Among the more popular premises for a sitcom is the fish out of water. Under this general rubric you will find many of the long-running shows of the last fifty years, often organized around the classic social situations: race, class, gender, and sexuality.
Race: The Jeffersons, which was an offshoot of one of the original fish-out-of-water scenes, the loosely veiled but still basically racial All in the Family, whose theme song (“guys like us we had it made… those were the days. … do you remember way back when, girls were girls and men were men… those were the days”) made it clear that Archie Bunker’s biggest problem was that he was a fish out of time — but of course for white folks to be out of time is always to be out of “race” as well. (If you have six minutes watch this amazing clip where Archie, late in the show’s run, takes on the KKK and calls himself “black”.) (Also in this category: Family Matters.)
Class: Two Broke Girls, The Fresh Prince of Bel Air (not Roseanne; I’m talking about sitcoms where the basic premise is that someone is out of joint); Sexuality/Gender: Three’s Company comes to mind (but not Will & Grace). Something like Modern Family seems to be trying to wrap all of these up in a single package (which is interesting, because it has to produce wholeness out of that incongruous mix, but of course, that’s the point.)
But none of these categories quite capture the strangeness of the science fictional sitcom, in which the fish is an alien and the new swimming pool is the planet Earth. It’s so strange I think it’s easy to forget that through the 70s 80s and 90s the alien-on-Earth was a basic premise for television comedy. Mork & Mindy for the 70s, ALF for the 80s; and Third Rock from the Sun for the 90s. (There was also Small Wonder (amazing!! theme song), but that was about a robot.)
I have almost nothing to say about this but to that the other night as I fell asleep I was overcome with the marvel of this kind of sitcom. Aliens yes, but aliens and comedy just doesn’t seem plausible. I mean, what a crazy thing, no? It seems totally unimaginable that such a show would be on television today. And so I found myself wondering what kind of culture we are that used to allow these shows, and now doesn’t. It could all just be random noise, of course, but the critical, close readerly demand for total necessity leaves me wanting more.

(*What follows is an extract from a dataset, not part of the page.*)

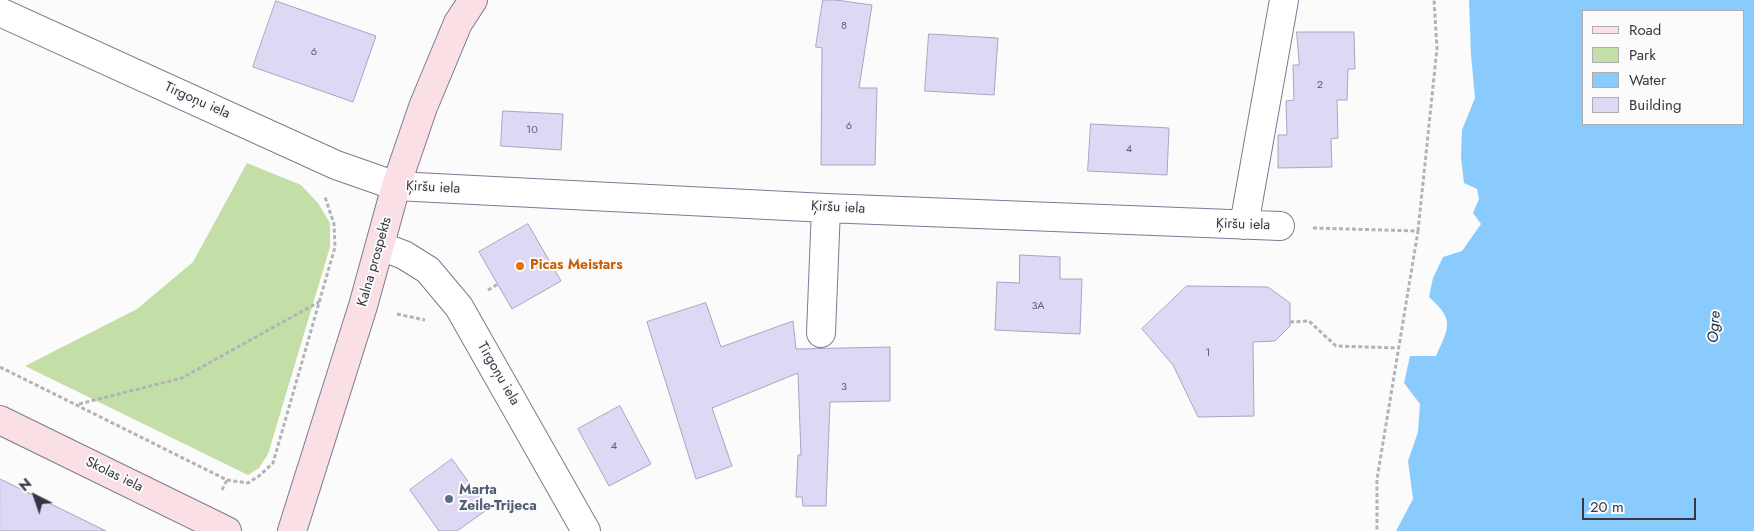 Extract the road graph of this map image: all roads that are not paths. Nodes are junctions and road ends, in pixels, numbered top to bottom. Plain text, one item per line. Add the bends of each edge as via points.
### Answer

OK, so if you’re still thinking about All in the Family, look at this amazing clip, in which the show is intercut with an Obama speech to demonstrate that Archie was right all along. For god’s sake.
So apparently I’m WRONG (again)! Bruce Rusk points me to a new alien sitcom, The Neighbors, now airing on ABC. I can’t wait. And my whole sense of the present has been completely upended!
p.s. Also, Bruce reminds me: My Favorite Martian (because if you know a lot of Martians in general you want to have a favorite one).
I’ve never really thought about it until now, but the science fiction sitcom vector is perhaps the most pure fish-out-of-water vehicle. I’m probably going to say something that’s probably demonstrably (and perhaps even obviously) false, but here goes: Most fish-out-of-water setups (race/class/time) position the audience to laugh at/with the fish and not, um, the new water. Scifi sitcoms, however, draw more attention to the absurdities and arbitrariness of current convention. 3rd Rock from the Sun (the episodes I watched in any event), seemed particularly keen on this approach. (Cf. also the Coneheads.)
Your overall premise seems right–in the f-o-o-w sitcom we see ourselves mrirored back to us, and what it reveals is our oddness, our shallowness, our lack of empathy or creativity. The audience is on the side of the water.
I think you’re right that in race sitcoms the situation is more variable. Sometimes we are supposed to see Archie as wrong; sometimes we’re supposed to empathize with his particular hard-edged version of the truth. (You can put together the famous episode where Edith talks back to Archie (case 2) alongside the one where Archie lists the various races in order (case 1) to see how his racism is also aligned with the audience’s laughter sometimes). And I think in Fresh Prince Will Smith’s character learned as many lessons as he taught. Though that may simplly be a function of the family sitcom more generally.
By the way, two more for the archives: Perfect Strangers (remember Balky?) and of course the political fish out of water sitcom, Family Ties.
Is Lettres persanes the seminal work in this genre?
What about Cheers? It was a bit like a family comedy without a family, shot through with f-o-o-w tropes — Sam as post-pro sports, Diane as intellectual working in an ostensibly non-intellectual industry. Family ties followed a similar model (family + political f-o-o-w trope), as did Fraser, with the dad as the gasping fish. I’m finding myself amazed at how much I can think about this.